- WHAT IS EXPECTED -
Each line below with the string "points" should be copied.

- GIVEN ENTRIES -
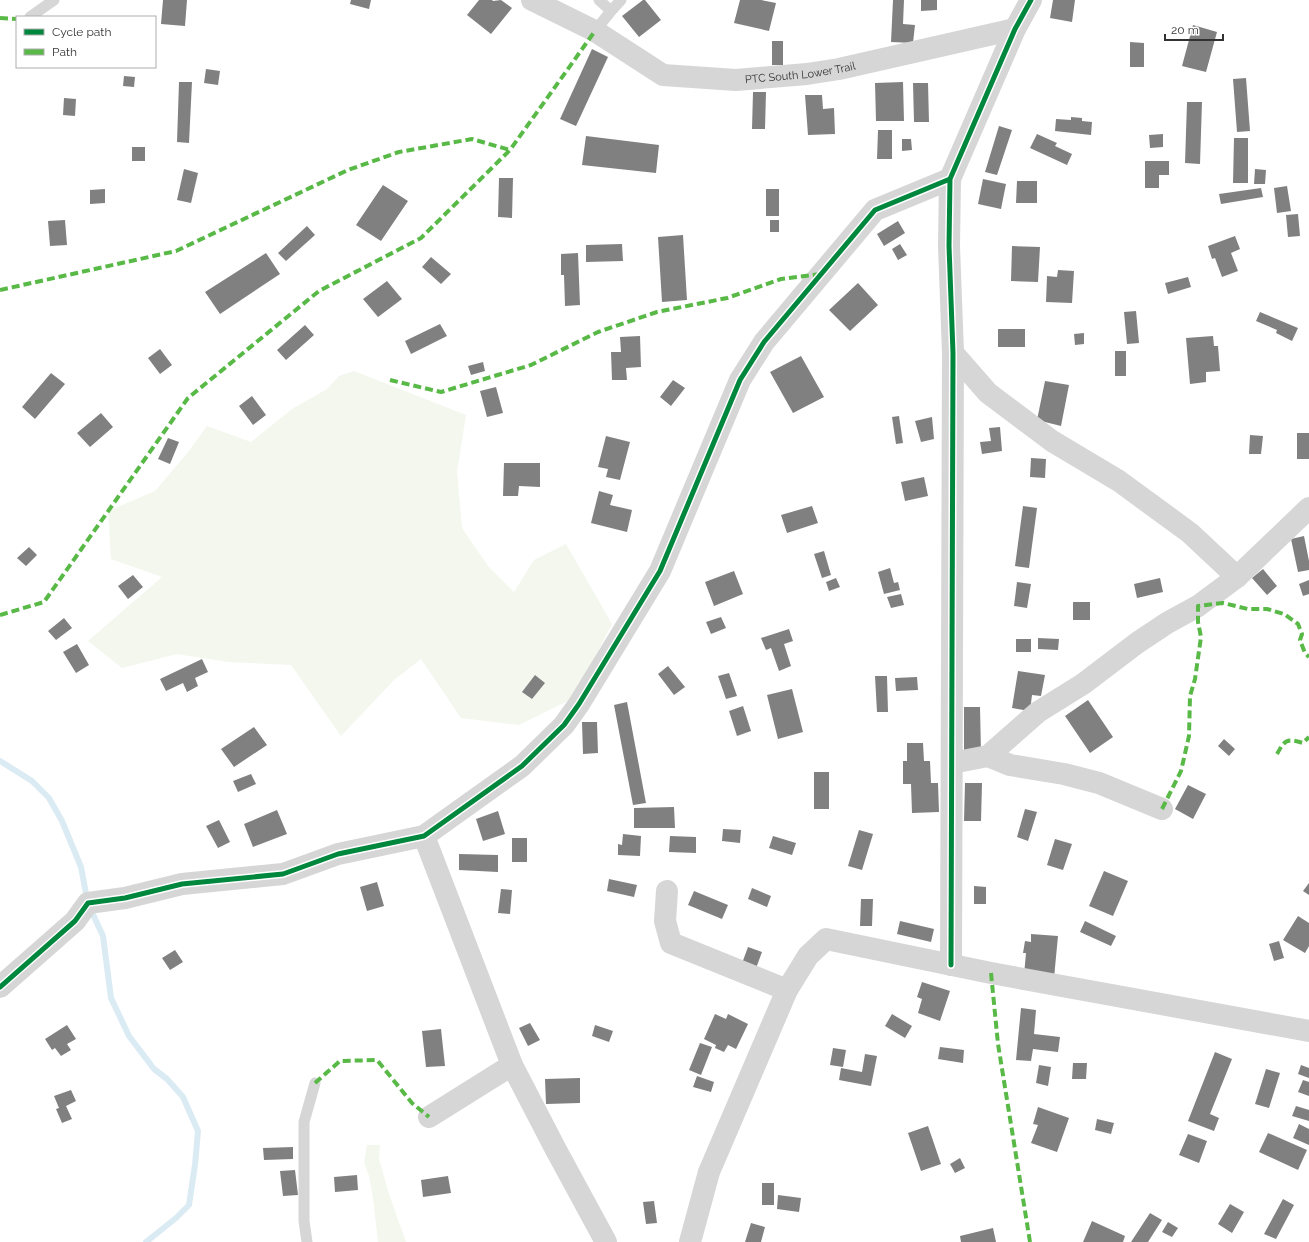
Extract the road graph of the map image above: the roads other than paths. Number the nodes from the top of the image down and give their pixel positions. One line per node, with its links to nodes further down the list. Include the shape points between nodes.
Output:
---
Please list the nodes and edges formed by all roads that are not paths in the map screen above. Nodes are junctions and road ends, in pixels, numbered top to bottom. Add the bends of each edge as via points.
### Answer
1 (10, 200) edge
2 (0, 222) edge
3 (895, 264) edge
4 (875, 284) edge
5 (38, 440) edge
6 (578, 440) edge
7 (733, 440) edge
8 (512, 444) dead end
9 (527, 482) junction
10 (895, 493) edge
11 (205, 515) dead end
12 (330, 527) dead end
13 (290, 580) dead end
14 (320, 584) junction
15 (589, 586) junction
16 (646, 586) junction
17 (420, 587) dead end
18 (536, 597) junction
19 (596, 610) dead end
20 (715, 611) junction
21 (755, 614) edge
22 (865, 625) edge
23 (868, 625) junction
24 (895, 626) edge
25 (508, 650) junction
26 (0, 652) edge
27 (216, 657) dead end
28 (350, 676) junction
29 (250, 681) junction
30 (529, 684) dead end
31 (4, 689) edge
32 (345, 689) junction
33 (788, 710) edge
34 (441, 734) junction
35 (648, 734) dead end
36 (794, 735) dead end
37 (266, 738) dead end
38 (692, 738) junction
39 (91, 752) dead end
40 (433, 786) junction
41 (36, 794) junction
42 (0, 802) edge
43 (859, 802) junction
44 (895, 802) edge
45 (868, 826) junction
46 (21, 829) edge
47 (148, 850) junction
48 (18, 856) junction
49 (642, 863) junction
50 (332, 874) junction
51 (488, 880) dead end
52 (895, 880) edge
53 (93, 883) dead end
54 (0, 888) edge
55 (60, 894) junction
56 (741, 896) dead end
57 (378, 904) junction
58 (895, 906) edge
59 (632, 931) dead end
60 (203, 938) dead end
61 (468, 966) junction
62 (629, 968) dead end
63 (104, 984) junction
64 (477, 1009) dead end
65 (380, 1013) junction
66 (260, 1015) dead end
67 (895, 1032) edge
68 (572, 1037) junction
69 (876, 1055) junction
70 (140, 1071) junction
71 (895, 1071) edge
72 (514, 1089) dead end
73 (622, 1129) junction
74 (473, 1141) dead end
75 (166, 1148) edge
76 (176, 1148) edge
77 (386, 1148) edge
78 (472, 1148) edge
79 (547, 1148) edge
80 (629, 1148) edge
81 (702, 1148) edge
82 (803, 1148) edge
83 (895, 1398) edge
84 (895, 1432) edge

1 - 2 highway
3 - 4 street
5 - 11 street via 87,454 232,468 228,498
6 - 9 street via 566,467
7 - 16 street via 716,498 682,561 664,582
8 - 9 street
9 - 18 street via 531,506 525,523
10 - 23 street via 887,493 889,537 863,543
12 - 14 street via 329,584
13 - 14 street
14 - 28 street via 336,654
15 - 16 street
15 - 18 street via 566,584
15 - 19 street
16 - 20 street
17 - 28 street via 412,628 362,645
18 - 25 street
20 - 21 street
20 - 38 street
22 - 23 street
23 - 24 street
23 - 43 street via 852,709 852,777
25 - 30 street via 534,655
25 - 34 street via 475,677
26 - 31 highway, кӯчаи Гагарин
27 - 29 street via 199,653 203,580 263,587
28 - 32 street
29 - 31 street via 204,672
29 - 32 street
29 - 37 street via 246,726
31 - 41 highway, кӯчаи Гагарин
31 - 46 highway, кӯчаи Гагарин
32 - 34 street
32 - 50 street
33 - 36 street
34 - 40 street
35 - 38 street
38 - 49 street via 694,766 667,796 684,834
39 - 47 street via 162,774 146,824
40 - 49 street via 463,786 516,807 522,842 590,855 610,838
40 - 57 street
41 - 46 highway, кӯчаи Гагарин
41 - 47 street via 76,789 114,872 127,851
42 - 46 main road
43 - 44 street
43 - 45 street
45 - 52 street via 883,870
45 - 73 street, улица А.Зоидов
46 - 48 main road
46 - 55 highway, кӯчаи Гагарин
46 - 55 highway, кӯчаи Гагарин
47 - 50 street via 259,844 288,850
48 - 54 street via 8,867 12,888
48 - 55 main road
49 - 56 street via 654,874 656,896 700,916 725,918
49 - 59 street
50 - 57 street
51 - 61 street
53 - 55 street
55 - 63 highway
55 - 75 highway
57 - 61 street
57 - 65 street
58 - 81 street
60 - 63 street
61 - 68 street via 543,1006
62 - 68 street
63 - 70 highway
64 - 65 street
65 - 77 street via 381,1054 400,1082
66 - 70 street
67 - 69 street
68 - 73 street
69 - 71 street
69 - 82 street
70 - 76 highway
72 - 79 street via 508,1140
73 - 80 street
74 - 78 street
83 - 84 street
--
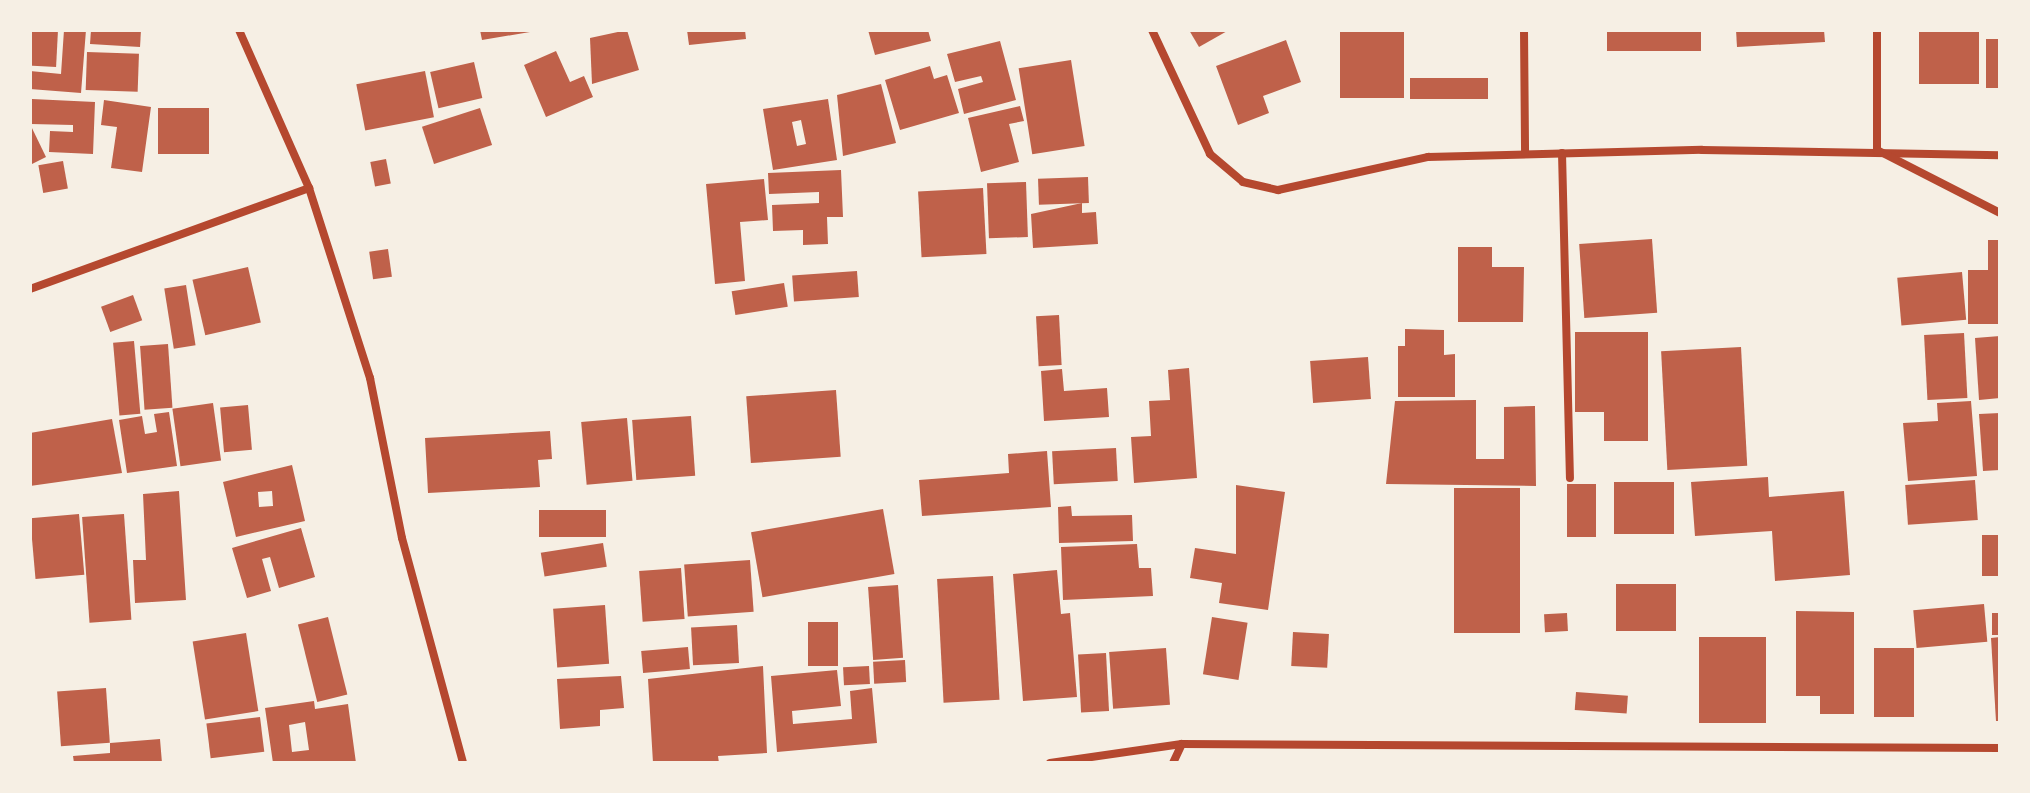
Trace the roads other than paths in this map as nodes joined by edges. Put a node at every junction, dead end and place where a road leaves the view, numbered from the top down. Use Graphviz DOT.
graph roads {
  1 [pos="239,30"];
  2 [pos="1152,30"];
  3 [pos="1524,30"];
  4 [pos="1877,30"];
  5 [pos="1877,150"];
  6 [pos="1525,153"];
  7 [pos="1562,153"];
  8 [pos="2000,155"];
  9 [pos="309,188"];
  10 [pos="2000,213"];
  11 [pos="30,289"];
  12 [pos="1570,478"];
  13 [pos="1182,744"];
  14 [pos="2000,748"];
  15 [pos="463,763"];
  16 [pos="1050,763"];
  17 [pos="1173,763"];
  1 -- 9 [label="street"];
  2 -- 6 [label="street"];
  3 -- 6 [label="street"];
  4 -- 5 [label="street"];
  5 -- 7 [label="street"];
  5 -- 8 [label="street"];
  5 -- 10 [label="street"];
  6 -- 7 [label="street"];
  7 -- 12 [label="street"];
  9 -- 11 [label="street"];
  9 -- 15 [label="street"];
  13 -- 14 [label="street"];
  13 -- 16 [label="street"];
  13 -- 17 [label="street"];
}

- ANSWER SECTION -
Extract the road graph of the map image above: the roads other than paths. Number the nodes from the top of the image down and give their pixel positions. One line per node, with its links to nodes further down the list. Include the shape points between nodes.
Please list the nodes and edges formed by all roads that are not paths in the map screen above. Nodes are junctions and road ends, in pixels, numbered top to bottom. Add the bends of each edge as via points.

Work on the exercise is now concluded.